• **Assignment**
In this exercise, write out the data word for word and leave every image out.

Keypoint text descriptions
[Start of section]

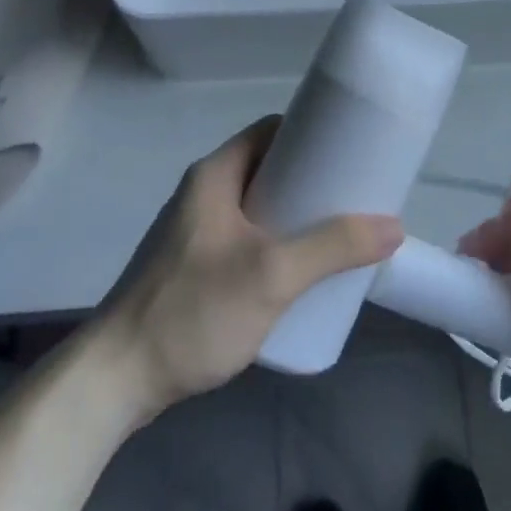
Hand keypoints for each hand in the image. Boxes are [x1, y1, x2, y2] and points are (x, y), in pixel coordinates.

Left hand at [99, 116, 402, 420]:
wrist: (116, 380)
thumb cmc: (193, 310)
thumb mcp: (272, 274)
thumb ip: (333, 247)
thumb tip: (393, 226)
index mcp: (215, 175)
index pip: (272, 131)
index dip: (313, 134)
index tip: (352, 151)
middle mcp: (203, 194)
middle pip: (269, 169)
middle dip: (312, 181)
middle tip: (354, 200)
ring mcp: (196, 233)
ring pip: (259, 208)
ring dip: (297, 216)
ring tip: (338, 236)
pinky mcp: (195, 269)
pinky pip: (248, 240)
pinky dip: (278, 244)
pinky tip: (301, 273)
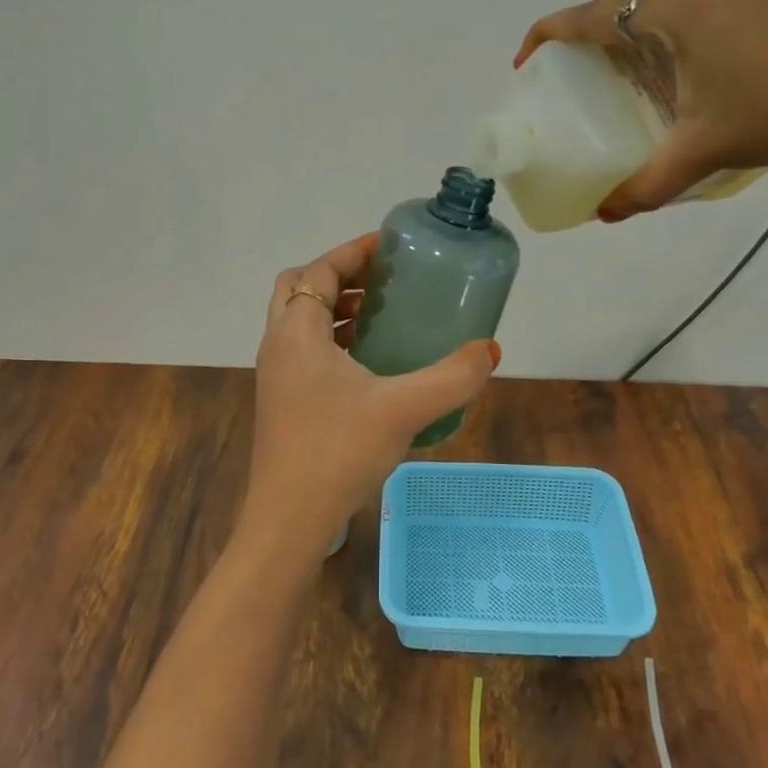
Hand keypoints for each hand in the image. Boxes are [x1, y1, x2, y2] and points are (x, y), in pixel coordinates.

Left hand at [239, 233, 498, 563]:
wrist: (287, 521)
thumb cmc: (337, 452)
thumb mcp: (403, 410)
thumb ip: (453, 378)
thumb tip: (491, 350)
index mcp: (296, 333)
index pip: (318, 270)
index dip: (352, 252)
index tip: (389, 246)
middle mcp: (279, 346)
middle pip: (300, 289)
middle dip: (340, 276)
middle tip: (383, 281)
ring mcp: (277, 376)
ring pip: (301, 322)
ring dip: (335, 309)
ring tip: (381, 315)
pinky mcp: (283, 402)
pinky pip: (305, 351)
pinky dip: (333, 340)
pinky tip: (370, 364)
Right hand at [515, 0, 767, 219]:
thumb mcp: (706, 150)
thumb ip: (647, 184)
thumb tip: (604, 215)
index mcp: (675, 10)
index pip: (591, 12)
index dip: (549, 33)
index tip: (526, 61)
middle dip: (585, 31)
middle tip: (572, 73)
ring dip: (627, 28)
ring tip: (619, 73)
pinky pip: (690, 3)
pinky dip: (663, 28)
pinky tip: (676, 68)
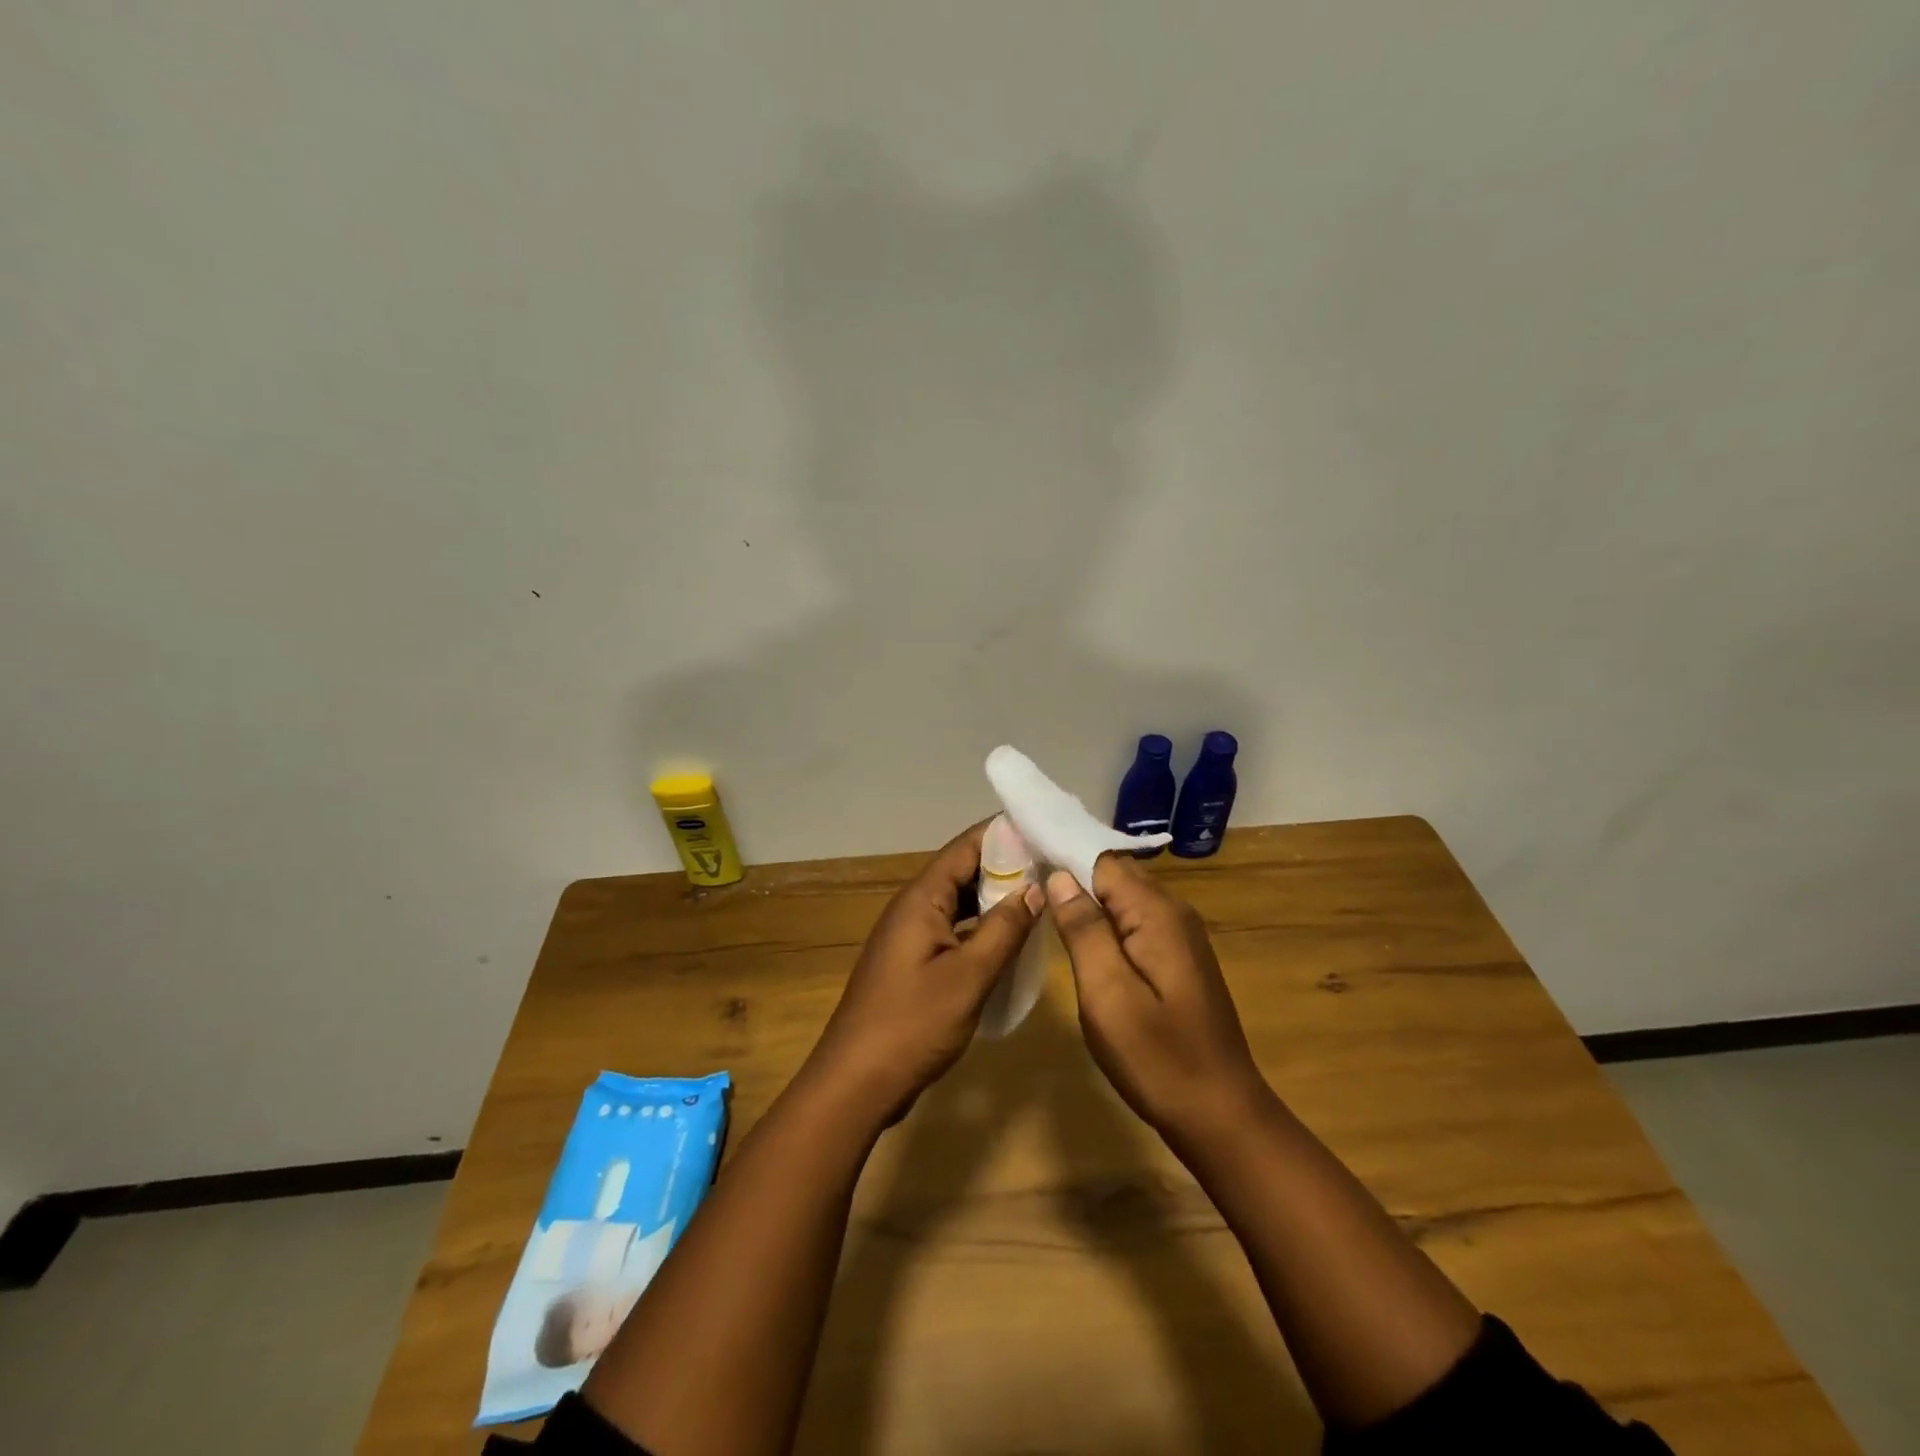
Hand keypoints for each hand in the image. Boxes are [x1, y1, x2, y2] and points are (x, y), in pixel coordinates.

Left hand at [805, 821, 1043, 1124]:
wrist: (856, 1082)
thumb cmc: (912, 1024)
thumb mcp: (968, 976)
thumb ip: (1004, 929)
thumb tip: (1035, 887)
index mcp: (921, 899)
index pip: (966, 847)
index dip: (1004, 834)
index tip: (1045, 829)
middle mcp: (913, 907)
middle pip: (962, 871)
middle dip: (1005, 865)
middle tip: (1054, 864)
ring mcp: (910, 936)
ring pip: (958, 903)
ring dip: (994, 898)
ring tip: (1041, 896)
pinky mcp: (913, 963)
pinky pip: (952, 930)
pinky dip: (980, 928)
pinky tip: (1009, 939)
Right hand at [1047, 854, 1267, 1137]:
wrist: (1221, 1115)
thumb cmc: (1158, 1058)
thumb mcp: (1108, 995)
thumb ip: (1084, 930)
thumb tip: (1060, 877)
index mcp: (1157, 913)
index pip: (1102, 860)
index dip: (1062, 858)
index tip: (1022, 862)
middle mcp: (1173, 913)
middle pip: (1115, 875)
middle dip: (1072, 877)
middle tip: (1024, 889)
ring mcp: (1179, 937)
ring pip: (1124, 900)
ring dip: (1087, 902)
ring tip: (1043, 910)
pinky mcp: (1178, 960)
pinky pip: (1134, 924)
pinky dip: (1105, 925)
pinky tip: (1080, 942)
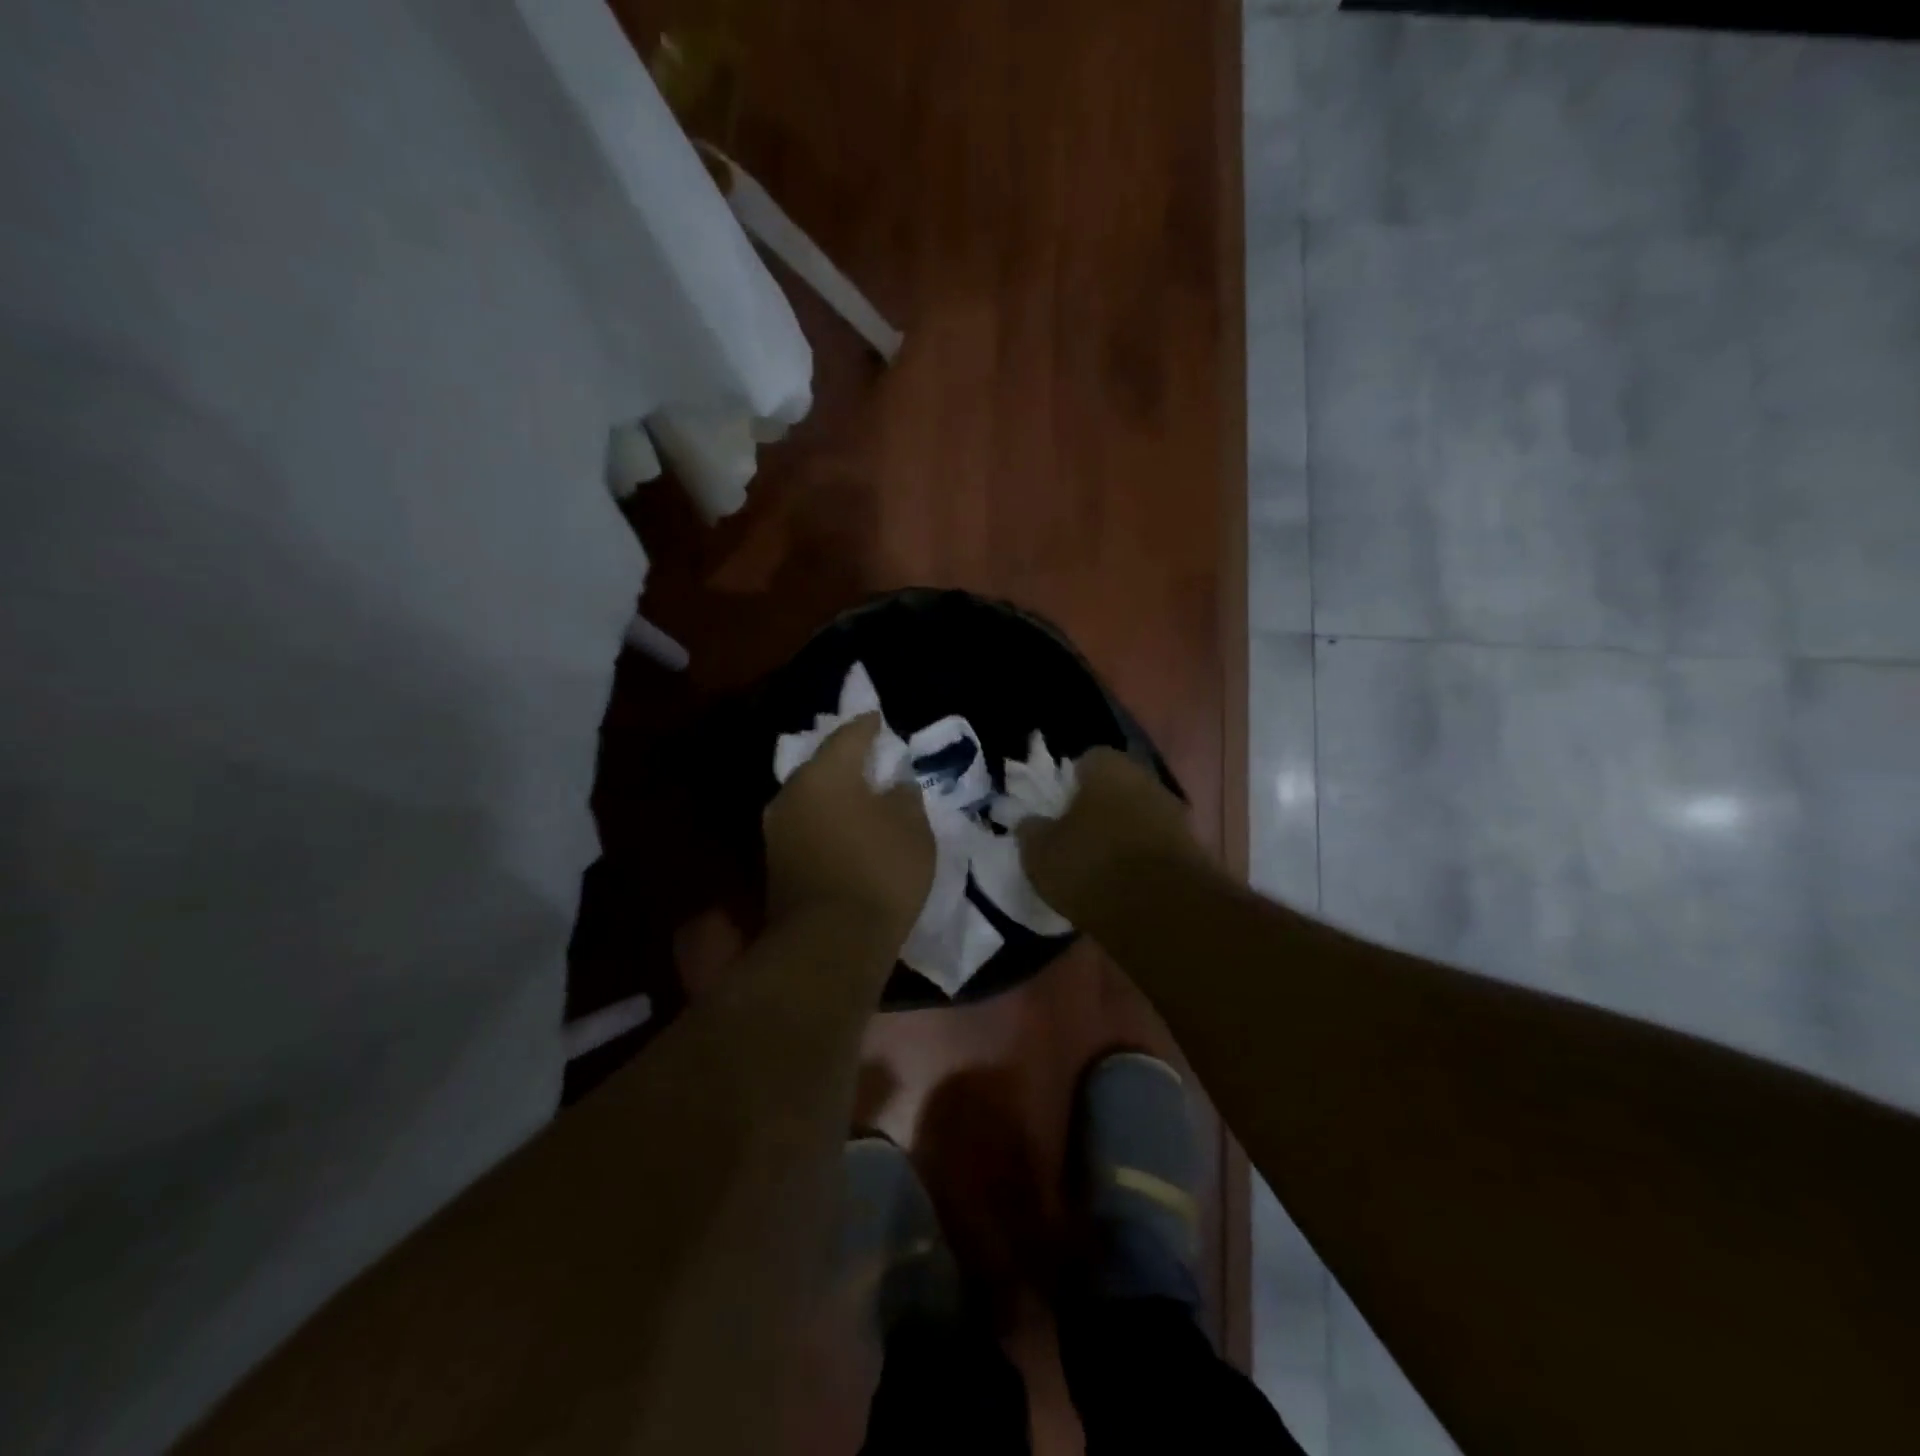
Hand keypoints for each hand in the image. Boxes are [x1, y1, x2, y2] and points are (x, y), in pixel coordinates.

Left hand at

[End of section]

• **Solution below**
Hand keypoints for each hand in the image. Boxes are [x1, y1, x2, y2] and points are (x, y), in pixel coordinates.

Left hand at [99, 116, 402, 420]:
wrist: (116, 380)
thumb cmc: (193, 310)
thumb mcp: (272, 274)
thumb ip: (333, 247)
thumb tip: (393, 226)
index mcp: (215, 175)
index pip: (272, 131)
index dip: (313, 134)
index tip: (352, 151)
middle mcp: (203, 194)
middle pip: (269, 169)
middle dip: (312, 181)
middle tip: (354, 200)
ring mcp: (196, 233)
ring pip: (259, 208)
ring dip: (297, 216)
ring tip: (338, 236)
pinky mcp: (195, 269)
pinky pip: (248, 240)
pinky dip: (278, 244)
pinky tip: (301, 273)
Hand keypoints for each hand in the image. Boxes are [x1, y1, x2, y2] and points are (x, y), in pixel coordinates.

Left hand at [239, 233, 498, 563]:
wrist: (287, 521)
thumb cmc: (337, 452)
thumb mcp: (403, 410)
thumb ip: (453, 378)
thumb tip: (491, 350)
index mcp: (296, 333)
index pip: (318, 270)
index dip: (352, 252)
index tip: (389, 246)
middle mcp: (279, 346)
middle pip: (300, 289)
middle dip: (340, 276)
middle tip: (383, 281)
ring mcp: (277, 376)
ring pip: (301, 322)
ring dip: (335, 309)
ring tip: (381, 315)
pinky mcp: (283, 402)
pinky pip: (305, 351)
pinky dip: (333, 340)
pinky tip: (370, 364)
Right hand at [515, 0, 767, 219]:
thumb mcp: (706, 150)
thumb ip: (647, 184)
thumb tip: (604, 215)
index mcp: (675, 10)
index pip: (591, 12)
index dip: (549, 33)
index tip: (526, 61)
middle dip: (585, 31)
middle tip: (572, 73)
ring dip: (627, 28)
ring tip: (619, 73)
pinky pip: (690, 3)
pinky dip: (663, 28)
pinky tip: (676, 68)
Hand keypoints for each hand in the image. Boxes are [x1, y1, x2, y2] and points are (x, y), in pixel coordinates.

Left hand at [805, 821, 1043, 1124]:
wrist: (856, 1082)
thumb cmc: (912, 1024)
thumb mcp: (968, 976)
thumb ip: (1004, 929)
thumb tip: (1035, 887)
index mcp: (921, 899)
index pip: (966, 847)
index dip: (1004, 834)
index tip: (1045, 829)
middle mcp: (913, 907)
middle pip: (962, 871)
middle dip: (1005, 865)
middle tip: (1054, 864)
ring mcp: (910, 936)
ring pip: (958, 903)
ring dip: (994, 898)
ring tip: (1041, 896)
pinky mcp: (913, 963)
pinky pip: (952, 930)
pinky dip: (980, 928)
pinky tip: (1009, 939)
Right hand at [1047, 854, 1267, 1137]:
wrist: (1221, 1115)
thumb cmc: (1158, 1058)
thumb mcp: (1108, 995)
thumb ip: (1084, 930)
thumb tip: (1060, 877)
index mcp: (1157, 913)
index pip: (1102, 860)
index dip: (1062, 858)
index tip: (1022, 862)
middle mcp: (1173, 913)
middle pip: (1115, 875)
middle dip: (1072, 877)
middle tip: (1024, 889)
ring mcp: (1179, 937)
ring pip: (1124, 900)
ring dip: (1087, 902)
ring tip: (1043, 910)
pinky mcp: (1178, 960)
pinky pip: (1134, 924)
pinky dip: (1105, 925)
pinky tip: (1080, 942)
Hand keypoints for each hand in the image. Boxes are [x1, y1, x2, y2] and points are (x, y), in pixel coordinates.

Left hand at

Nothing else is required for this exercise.